// the find
XuehaiPan/nvitop
An interactive NVIDIA-GPU process viewer and beyond, the one-stop solution for GPU process management.
nvitop is a terminal UI for monitoring NVIDIA GPUs, built on direct NVML bindings rather than parsing nvidia-smi output. It ships as both an interactive htop-style monitor and a Python library you can embed in training scripts, with extras like a CUDA device selector (nvisel) and a Prometheus exporter. The target audience is ML researchers and anyone managing multi-GPU Linux or Windows machines.
Querying NVML directly instead of screen-scraping nvidia-smi means the numbers are accurate and the overhead is low. The nvisel tool fills a real gap — scripting CUDA_VISIBLE_DEVICES selection based on free memory and utilization thresholds is something most teams hack together themselves. The Python API is well-designed: Device.all(), device.processes(), and take_snapshots() are clean entry points that actually work in callbacks for PyTorch Lightning or Keras. The Prometheus exporter plus the included Grafana dashboard JSON means you can wire this into existing infrastructure without building your own metrics pipeline.

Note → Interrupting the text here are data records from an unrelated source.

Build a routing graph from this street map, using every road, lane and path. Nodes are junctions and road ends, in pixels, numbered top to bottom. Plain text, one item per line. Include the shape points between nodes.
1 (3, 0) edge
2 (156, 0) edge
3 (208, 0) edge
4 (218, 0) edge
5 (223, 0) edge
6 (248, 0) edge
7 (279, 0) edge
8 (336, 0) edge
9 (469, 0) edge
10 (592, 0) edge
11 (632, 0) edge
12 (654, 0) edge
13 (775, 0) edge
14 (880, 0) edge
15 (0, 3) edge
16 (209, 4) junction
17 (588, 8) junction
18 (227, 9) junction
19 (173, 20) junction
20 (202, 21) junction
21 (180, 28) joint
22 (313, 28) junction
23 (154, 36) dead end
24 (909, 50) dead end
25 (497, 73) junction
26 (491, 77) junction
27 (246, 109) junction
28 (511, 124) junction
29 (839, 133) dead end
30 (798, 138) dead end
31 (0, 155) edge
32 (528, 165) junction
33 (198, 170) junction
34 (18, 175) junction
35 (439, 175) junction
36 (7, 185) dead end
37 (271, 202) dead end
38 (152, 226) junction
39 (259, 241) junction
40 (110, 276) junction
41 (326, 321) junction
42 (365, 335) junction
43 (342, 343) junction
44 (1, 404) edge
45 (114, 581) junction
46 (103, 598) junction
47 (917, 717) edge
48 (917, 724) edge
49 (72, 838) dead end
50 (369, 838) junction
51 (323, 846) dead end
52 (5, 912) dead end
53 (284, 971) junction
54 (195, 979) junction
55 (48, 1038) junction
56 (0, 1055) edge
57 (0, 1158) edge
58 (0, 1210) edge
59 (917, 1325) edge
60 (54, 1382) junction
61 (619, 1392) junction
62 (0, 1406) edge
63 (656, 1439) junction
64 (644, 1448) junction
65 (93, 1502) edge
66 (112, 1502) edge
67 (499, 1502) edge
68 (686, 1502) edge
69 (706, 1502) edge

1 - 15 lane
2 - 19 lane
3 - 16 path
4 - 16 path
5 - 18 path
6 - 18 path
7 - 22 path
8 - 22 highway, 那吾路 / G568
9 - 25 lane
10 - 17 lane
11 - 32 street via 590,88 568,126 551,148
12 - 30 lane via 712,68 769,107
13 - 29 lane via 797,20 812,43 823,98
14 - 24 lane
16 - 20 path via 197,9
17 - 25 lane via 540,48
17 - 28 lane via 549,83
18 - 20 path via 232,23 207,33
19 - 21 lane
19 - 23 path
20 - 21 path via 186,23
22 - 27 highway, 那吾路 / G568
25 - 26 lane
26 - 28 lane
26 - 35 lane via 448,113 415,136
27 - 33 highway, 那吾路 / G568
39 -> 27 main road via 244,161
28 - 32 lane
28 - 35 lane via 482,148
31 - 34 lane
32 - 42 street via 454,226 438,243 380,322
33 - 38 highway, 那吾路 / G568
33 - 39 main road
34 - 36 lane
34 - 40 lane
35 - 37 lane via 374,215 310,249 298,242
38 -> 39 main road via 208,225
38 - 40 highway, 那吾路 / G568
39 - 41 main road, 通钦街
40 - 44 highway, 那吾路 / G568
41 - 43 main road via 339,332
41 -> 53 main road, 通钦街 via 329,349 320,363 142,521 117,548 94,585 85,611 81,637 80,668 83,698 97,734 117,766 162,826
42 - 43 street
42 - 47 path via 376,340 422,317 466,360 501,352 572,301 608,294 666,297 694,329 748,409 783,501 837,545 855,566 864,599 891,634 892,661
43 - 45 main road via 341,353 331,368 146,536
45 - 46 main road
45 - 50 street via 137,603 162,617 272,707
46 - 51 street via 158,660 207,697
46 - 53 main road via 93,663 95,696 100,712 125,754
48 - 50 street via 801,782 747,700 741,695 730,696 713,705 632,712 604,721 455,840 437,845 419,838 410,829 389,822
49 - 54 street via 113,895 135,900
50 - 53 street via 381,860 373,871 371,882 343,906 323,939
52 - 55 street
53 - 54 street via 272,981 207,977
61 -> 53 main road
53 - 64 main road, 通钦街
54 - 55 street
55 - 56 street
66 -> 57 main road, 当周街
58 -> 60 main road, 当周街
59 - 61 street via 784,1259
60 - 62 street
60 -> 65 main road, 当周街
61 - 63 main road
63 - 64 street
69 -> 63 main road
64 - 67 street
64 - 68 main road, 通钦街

Windows support exists but curses on Windows (via PDCurses/windows-curses) is notoriously inconsistent, and the docs acknowledge mouse support may not work — so the 'portable' claim has an asterisk. The library API has no async support; collect_in_background uses threads, which is fine until you're in an async training loop and you'd rather use asyncio. The nvitop-exporter is a separate sub-package with its own pyproject.toml and setup.py, so versioning between the two can drift if you're pinning both. MIG (Multi-Instance GPU) support is mentioned but the output falls back to UUID strings for identification, which breaks scripts that expect integer device indices.